What this task involves:
Pull each line holding "into" out of the entries below.

Source material:
+---+
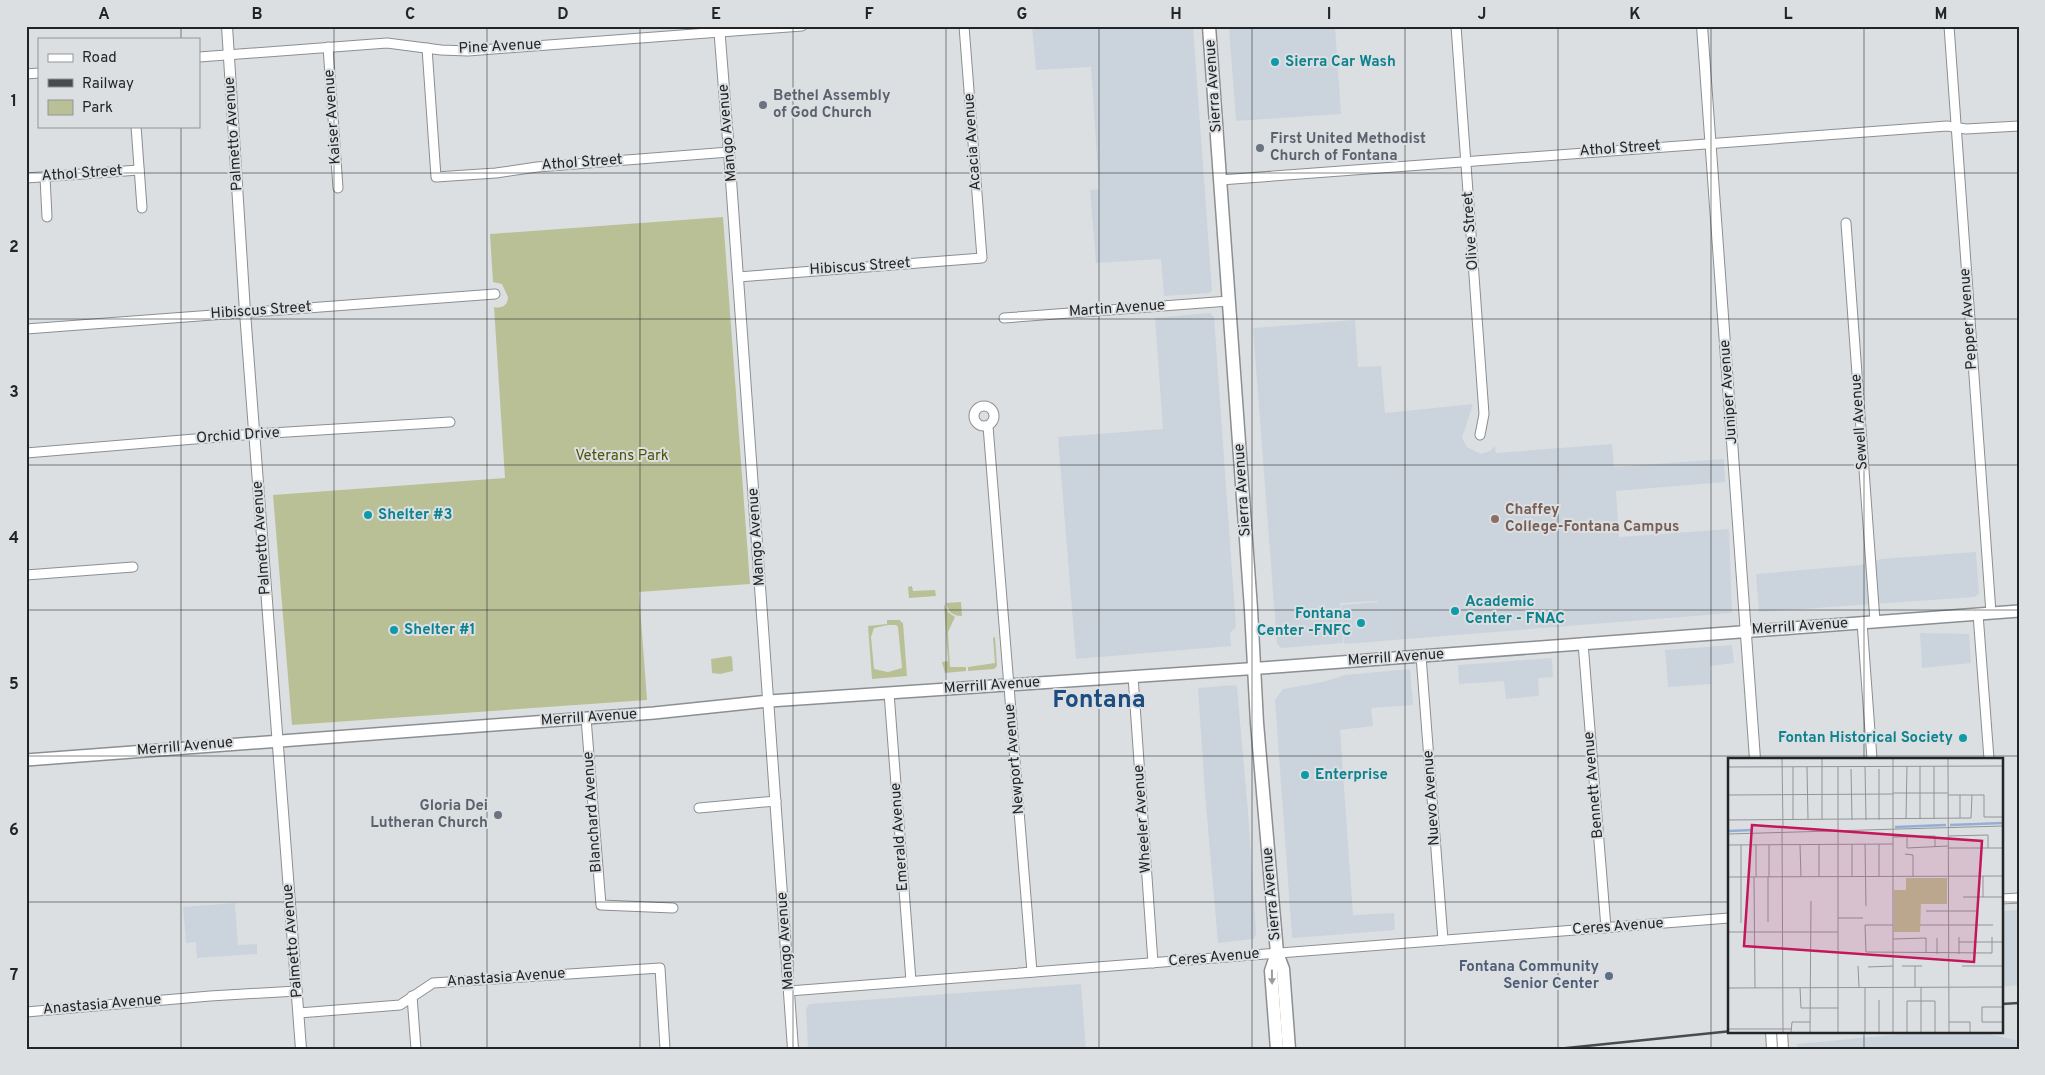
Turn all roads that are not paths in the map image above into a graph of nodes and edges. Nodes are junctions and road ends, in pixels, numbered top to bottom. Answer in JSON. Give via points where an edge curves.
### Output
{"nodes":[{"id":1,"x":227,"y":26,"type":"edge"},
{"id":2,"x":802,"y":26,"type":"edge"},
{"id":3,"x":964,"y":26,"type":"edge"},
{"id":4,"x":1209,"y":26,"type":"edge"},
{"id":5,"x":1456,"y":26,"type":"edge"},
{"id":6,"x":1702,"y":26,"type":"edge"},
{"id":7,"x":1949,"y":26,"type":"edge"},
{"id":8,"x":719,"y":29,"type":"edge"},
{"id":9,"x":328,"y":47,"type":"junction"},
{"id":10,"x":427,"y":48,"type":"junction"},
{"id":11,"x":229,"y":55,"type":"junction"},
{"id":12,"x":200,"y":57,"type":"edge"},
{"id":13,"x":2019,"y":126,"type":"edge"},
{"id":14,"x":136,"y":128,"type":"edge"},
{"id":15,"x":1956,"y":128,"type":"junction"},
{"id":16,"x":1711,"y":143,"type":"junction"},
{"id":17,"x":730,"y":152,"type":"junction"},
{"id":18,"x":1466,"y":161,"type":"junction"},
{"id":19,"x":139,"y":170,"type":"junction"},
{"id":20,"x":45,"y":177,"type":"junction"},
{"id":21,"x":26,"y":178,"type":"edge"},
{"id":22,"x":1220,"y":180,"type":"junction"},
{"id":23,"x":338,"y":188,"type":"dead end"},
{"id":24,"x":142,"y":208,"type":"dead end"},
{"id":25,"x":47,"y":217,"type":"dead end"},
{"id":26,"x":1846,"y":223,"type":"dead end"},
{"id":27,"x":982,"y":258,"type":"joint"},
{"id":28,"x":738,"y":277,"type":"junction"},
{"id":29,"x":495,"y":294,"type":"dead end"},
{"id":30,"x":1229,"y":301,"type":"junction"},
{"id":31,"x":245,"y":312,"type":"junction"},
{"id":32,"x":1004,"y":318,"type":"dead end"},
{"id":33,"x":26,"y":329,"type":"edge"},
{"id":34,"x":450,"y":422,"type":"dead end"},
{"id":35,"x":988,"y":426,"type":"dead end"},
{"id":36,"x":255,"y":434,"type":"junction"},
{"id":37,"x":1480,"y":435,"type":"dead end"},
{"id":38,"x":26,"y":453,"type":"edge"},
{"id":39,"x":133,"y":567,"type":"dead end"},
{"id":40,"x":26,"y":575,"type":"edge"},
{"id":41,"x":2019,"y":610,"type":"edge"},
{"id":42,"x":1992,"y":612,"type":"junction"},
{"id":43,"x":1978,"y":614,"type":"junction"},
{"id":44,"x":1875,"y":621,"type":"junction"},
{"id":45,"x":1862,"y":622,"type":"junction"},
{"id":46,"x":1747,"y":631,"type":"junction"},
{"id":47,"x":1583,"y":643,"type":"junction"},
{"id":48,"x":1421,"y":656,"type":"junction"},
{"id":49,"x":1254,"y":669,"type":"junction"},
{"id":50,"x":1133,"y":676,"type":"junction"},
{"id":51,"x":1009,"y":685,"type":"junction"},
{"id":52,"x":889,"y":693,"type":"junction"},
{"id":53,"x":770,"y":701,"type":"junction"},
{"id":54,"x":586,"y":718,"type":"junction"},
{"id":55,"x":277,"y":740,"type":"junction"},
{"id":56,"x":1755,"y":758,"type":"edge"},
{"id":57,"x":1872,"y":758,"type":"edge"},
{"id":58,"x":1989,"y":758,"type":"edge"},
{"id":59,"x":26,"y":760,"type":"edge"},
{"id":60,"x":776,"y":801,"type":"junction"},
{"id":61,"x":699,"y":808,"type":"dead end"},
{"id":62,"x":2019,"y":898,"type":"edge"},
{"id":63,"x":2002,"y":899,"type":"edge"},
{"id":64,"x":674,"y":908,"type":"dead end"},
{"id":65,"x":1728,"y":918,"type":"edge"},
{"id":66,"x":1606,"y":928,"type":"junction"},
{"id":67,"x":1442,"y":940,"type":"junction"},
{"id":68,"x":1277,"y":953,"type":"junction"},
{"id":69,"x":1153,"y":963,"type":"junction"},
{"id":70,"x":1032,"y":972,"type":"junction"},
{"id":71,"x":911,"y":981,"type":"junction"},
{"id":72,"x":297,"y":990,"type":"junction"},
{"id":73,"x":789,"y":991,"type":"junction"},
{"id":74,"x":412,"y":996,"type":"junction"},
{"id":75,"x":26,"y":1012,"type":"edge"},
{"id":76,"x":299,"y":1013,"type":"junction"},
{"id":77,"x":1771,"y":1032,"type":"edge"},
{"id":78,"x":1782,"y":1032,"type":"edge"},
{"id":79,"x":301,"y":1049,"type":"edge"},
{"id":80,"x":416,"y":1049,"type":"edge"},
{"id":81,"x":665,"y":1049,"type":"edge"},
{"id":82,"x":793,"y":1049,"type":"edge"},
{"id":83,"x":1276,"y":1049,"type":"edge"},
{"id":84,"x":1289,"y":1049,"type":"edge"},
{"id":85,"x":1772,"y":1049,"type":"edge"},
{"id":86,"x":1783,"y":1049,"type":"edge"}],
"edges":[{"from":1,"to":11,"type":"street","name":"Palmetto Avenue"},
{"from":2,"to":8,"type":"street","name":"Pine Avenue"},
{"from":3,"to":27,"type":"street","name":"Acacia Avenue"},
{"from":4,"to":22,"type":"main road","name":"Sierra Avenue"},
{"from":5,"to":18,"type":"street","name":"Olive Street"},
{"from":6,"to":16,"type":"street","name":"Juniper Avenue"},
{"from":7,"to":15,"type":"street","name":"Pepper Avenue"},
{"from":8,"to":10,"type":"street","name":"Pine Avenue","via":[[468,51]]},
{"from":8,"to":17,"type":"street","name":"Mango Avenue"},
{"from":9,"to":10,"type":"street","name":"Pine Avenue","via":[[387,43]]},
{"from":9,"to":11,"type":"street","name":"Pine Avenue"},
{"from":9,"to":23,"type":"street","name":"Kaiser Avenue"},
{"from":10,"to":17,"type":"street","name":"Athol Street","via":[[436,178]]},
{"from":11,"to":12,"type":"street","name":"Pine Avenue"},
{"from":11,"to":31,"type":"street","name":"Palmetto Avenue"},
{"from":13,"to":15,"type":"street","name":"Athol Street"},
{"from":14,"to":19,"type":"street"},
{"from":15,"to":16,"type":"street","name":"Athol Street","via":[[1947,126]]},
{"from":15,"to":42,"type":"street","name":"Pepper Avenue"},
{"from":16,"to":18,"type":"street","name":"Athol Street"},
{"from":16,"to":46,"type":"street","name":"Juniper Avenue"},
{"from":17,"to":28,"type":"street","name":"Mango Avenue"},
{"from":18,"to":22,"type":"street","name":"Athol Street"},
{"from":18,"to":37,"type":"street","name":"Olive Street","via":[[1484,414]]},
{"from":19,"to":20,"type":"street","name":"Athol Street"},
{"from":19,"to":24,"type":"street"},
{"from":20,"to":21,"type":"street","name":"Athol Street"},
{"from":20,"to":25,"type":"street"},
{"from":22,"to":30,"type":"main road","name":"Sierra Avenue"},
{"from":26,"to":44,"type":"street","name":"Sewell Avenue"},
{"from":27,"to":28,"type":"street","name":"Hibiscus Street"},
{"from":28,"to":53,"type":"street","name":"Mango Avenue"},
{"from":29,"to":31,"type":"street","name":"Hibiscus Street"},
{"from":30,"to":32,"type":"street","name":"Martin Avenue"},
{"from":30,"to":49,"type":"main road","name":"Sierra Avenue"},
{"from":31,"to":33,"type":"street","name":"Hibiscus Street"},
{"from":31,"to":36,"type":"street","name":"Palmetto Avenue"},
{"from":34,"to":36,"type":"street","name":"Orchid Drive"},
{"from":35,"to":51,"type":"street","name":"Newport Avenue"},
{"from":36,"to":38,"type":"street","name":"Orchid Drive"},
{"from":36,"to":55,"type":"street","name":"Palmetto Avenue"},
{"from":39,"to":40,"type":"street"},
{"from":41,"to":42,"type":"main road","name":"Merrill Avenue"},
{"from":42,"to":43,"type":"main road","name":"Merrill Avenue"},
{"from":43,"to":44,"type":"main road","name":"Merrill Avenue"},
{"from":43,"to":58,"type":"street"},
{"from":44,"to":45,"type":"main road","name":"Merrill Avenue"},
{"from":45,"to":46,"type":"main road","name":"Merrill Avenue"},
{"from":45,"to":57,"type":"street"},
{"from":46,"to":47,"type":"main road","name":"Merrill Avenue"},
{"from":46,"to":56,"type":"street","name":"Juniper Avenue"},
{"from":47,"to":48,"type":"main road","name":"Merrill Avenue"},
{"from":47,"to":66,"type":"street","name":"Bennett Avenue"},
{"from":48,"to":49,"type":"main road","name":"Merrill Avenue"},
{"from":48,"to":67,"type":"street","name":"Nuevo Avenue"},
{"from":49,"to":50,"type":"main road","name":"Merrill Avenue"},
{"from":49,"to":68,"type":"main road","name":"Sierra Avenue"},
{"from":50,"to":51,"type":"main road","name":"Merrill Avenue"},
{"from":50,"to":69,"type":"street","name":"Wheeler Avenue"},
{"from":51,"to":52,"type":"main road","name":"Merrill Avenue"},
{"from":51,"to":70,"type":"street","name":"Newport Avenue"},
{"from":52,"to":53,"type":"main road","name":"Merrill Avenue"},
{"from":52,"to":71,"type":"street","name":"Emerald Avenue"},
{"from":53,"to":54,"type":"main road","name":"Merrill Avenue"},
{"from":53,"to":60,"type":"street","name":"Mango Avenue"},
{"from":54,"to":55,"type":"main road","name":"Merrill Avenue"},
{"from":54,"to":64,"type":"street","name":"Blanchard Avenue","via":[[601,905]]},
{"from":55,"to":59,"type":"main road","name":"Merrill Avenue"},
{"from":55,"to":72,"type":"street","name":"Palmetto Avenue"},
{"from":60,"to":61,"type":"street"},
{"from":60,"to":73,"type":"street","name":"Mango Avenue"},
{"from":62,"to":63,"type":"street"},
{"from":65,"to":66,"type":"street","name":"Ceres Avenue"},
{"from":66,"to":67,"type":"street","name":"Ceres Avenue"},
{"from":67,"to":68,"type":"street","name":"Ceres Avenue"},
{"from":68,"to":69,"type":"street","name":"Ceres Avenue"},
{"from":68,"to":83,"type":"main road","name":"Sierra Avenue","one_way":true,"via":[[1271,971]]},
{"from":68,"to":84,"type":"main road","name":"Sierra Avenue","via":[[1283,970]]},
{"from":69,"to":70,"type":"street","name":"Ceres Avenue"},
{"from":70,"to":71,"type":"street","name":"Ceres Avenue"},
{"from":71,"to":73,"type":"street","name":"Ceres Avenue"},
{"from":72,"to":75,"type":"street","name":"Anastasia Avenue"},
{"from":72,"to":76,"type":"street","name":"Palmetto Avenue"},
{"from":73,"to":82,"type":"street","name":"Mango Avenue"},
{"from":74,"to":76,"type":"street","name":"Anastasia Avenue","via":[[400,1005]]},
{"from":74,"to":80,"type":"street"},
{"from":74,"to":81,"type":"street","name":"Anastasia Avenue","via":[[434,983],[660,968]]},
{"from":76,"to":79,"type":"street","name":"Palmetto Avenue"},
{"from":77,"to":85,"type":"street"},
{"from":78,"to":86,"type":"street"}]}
+---+
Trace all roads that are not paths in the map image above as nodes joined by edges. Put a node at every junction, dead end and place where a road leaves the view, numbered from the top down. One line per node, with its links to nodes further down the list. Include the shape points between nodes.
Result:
+---+
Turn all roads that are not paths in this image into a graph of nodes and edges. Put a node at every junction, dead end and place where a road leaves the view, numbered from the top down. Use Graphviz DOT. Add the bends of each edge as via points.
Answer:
+---+
Response to the exercise:
Turn all roads that are not paths in the map image above into a graph of nodes and edges. Nodes are junctions and road ends, in pixels, numbered top to bottom. Answer in JSON. Give via points where an edge curves.
Turn all roads that are not paths in this image into a graph of nodes and edges. Put a node at every junction, dead end and place where a road leaves the view, numbered from the top down. Use Graphviz DOT. Add the bends of each edge as via points.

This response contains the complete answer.